Colaboração premiada deve ser admitida em ação civil pública por ato de improbidade administrativa, defende MPF
Mecanismo não representa inconstitucionalidade em relação ao princípio da legalidade, à indisponibilidade de bens e interesse público
Em parecer encaminhado nesta quinta-feira (21) ao ministro Alexandre de Moraes, do Supremo Tribunal Federal (STF), o procurador-geral da República, Augusto Aras, defende a admissão dos acordos de colaboração premiada em ações civis públicas por atos de improbidade administrativa movidas pelo Ministério Público. Segundo o PGR, as recentes transformações no ordenamento jurídico brasileiro – com o aumento do autorregramento e da consensualidade processual, aliadas ao fato de que a colaboração premiada tem caráter de negócio jurídico processual – conduzem à conclusão de que a vedação prevista no artigo 17, §1º, da Lei de Improbidade Administrativa (Lei 8.429/1992) está em descompasso com o contexto jurídico-constitucional de efetiva tutela da probidade administrativa.
No entendimento do PGR, é preciso admitir a celebração de acordos de colaboração como negócios jurídicos atípicos no processo de improbidade administrativa, nos termos do disposto no artigo 190 do Código de Processo Civil combinado com o artigo 4º da Lei de Organizações Criminosas (Lei 12.850/2013). Tal posicionamento, pondera Aras, não evidencia qualquer inconstitucionalidade em relação ao princípio da legalidade, à indisponibilidade de bens e interesses públicos ou aos efeitos em relação às demais ações de improbidade movidas pelos mesmos fatos.

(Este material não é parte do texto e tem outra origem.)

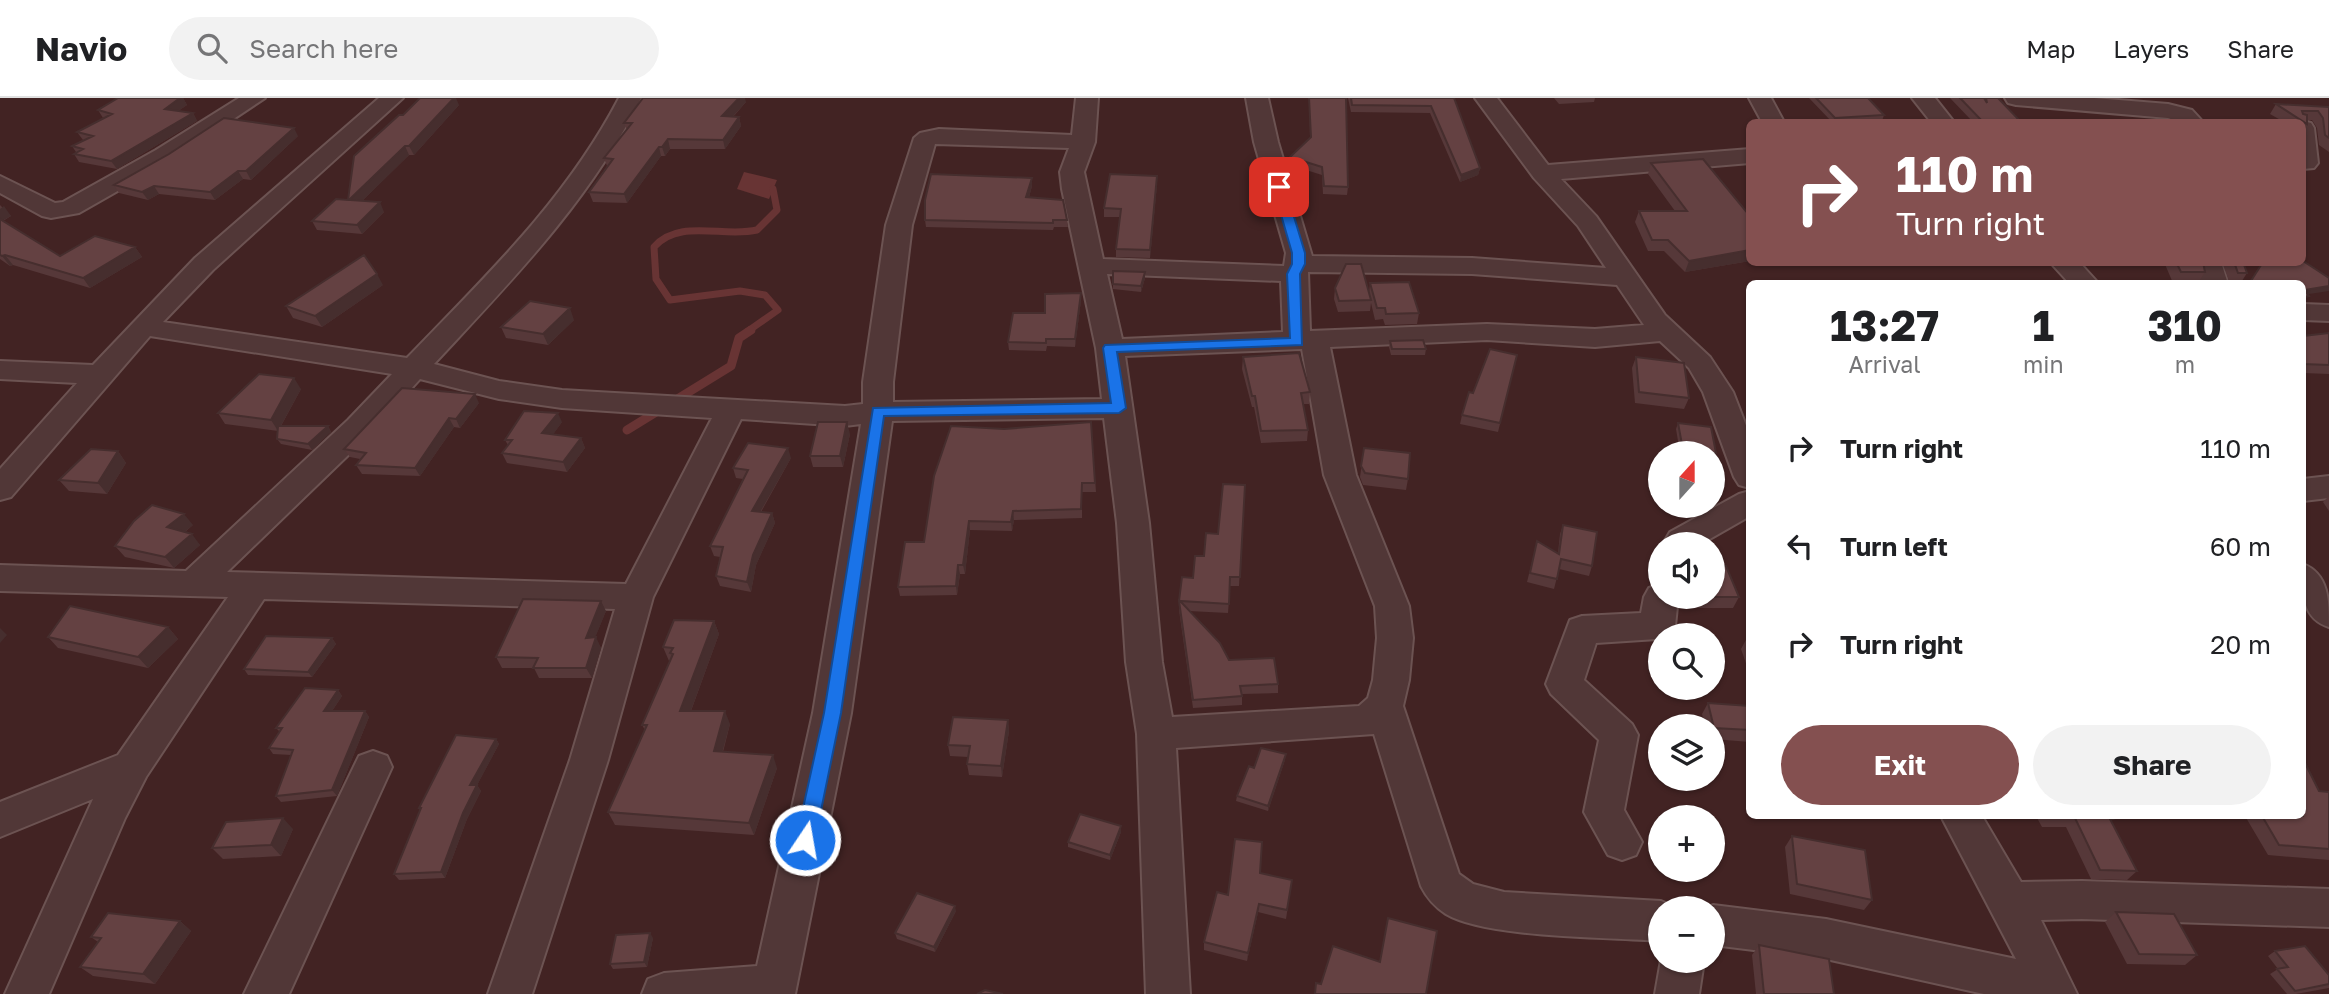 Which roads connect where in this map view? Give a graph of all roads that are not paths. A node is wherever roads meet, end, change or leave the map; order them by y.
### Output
1 (254, 98) edge
2 (392, 98) edge
3 (630, 98) edge
4 (1087, 98) edge
5 (1257, 98) edge
6 (1486, 98) edge
7 (1760, 98) edge
8 (1923, 98) edge
9 (2016, 98) edge
10 (2135, 115) edge
11 (1771, 119) edge
12 (1940, 119) edge
13 (2189, 119) edge
14 (1083, 142) junction
15 (1746, 156) edge
16 (2306, 162) edge
17 (2329, 170) edge
18 (1542, 173) junction
19 (0, 183) edge
20 (1093, 266) junction
21 (2067, 266) edge
22 (1296, 269) junction
23 (1626, 278) junction
24 (2082, 280) edge
25 (2306, 312) edge
26 (2329, 313) edge
27 (143, 327) junction
28 (1667, 332) junction
29 (1306, 341) junction
30 (1110, 348) junction
31 (412, 368) junction
32 (0, 370) edge
33 (102, 375) junction
34 (1119, 408) junction
35 (730, 411) junction
36 (878, 412) junction
37 (1746, 466) edge
38 (2329, 488) edge
39 (0, 489) edge
40 (2306, 490) edge
41 (1746, 504) edge
42 (1696, 532) edge
43 (0, 578) edge
44 (2306, 581) edge
45 (195, 583) junction
46 (255, 584) junction
47 (636, 597) junction
48 (1659, 609) edge
49 (2329, 615) edge
50 (2306, 616) edge
51 (1384, 706) junction
52 (1156, 734) junction
53 (132, 766) junction
54 (373, 767) dead end
55 (1963, 819) edge
56 (0, 820) edge
57 (1622, 842) dead end
58 (2010, 902) junction
59 (2329, 908) edge
60 (1648, 920) edge
61 (1725, 926) edge
62 (1680, 973) edge
63 (2054, 991) edge
64 (773, 993) edge
65 (27, 994) edge
66 (266, 994) edge
67 (510, 994) edge
68 (664, 994) edge
69 (1168, 994) edge
70 (1677, 994) edge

O tema teve repercussão geral reconhecida na Corte (Tema 1.043). O pano de fundo da discussão (recurso extraordinário com agravo, ARE 1.175.650) diz respeito a uma ação civil pública movida pelo MP do Estado do Paraná (MP/PR) por atos de improbidade administrativa. No processo, o auditor fiscal Milton Antônio de Oliveira Digiácomo e mais 24 pessoas físicas e jurídicas foram apontadas como integrantes de uma organização criminosa que atuava na Receita Estadual do Paraná.
A ação foi um um dos desdobramentos cíveis das investigações decorrentes da Operação Publicano, relacionadas à prática de diversos crimes, como falsidade documental, corrupção ativa e passiva, lavagem de dinheiro, sonegação fiscal e organização criminosa. Por força de acordo de colaboração premiada, o MP/PR pleiteou apenas o reconhecimento da prática dos atos de improbidade, sem a imposição das penalidades correspondentes, a três réus colaboradores.
A Justiça de primeira instância decretou a indisponibilidade dos bens de vários réus, entre os quais os de Milton Digiácomo. O Tribunal de Justiça do Paraná manteve. Contra essa decisão, foi interposto agravo de instrumento, argumentando-se que a utilização da colaboração premiada em ação de improbidade não é admitida pelo ordenamento jurídico, e a decisão impugnada estaria, portanto, baseada em acordo ilegal e inconstitucional. A Corte estadual negou provimento, e, posteriormente, após apresentação de recurso, o caso foi submetido à apreciação do STF.
Ao analisar a questão, Augusto Aras destaca a existência de inovações trazidas ao ordenamento processual pelo Código de Processo Civil de 2015. Nesse sentido, o artigo 190 é claro ao prever que em processos sobre causas que admitam autocomposição, as partes podem pactuar mudanças no procedimento judicial, de forma a ajustá-lo às especificidades da demanda. “A negociação acerca do procedimento, em verdade, também tem fundamento nas diretrizes principiológicas de consensualidade e cooperação processual, de forma a estimular a colaboração entre os sujeitos processuais e propiciar melhor solução da controvérsia”, afirma Augusto Aras.
O PGR lembra ainda que a Lei de Improbidade Administrativa foi editada em momento de menor abertura à solução consensual no processo, e que, posteriormente à sua edição, houve vários avanços normativos na previsão de instrumentos de justiça negociada. “Assim, também por isso, há de se afastar a vedação constante do art. 17, §1º, da Lei 8.429/1992, reconhecendo-se que tal proibição parece ultrapassada e em dissonância com a instrumentalidade negocial dada ao próprio sistema sancionador brasileiro”, argumenta.
Pedido – Ao final, Augusto Aras opina pelo desprovimento do recurso extraordinário e, considerados a sistemática da repercussão geral e os efeitos do julgamento desse recurso em relação aos demais casos que tratem do mesmo tema, sugere a fixação da seguinte tese: “Há de ser admitido o uso da colaboração premiada em ação civil pública por ato de improbidade administrativa movida pelo Ministério Público”.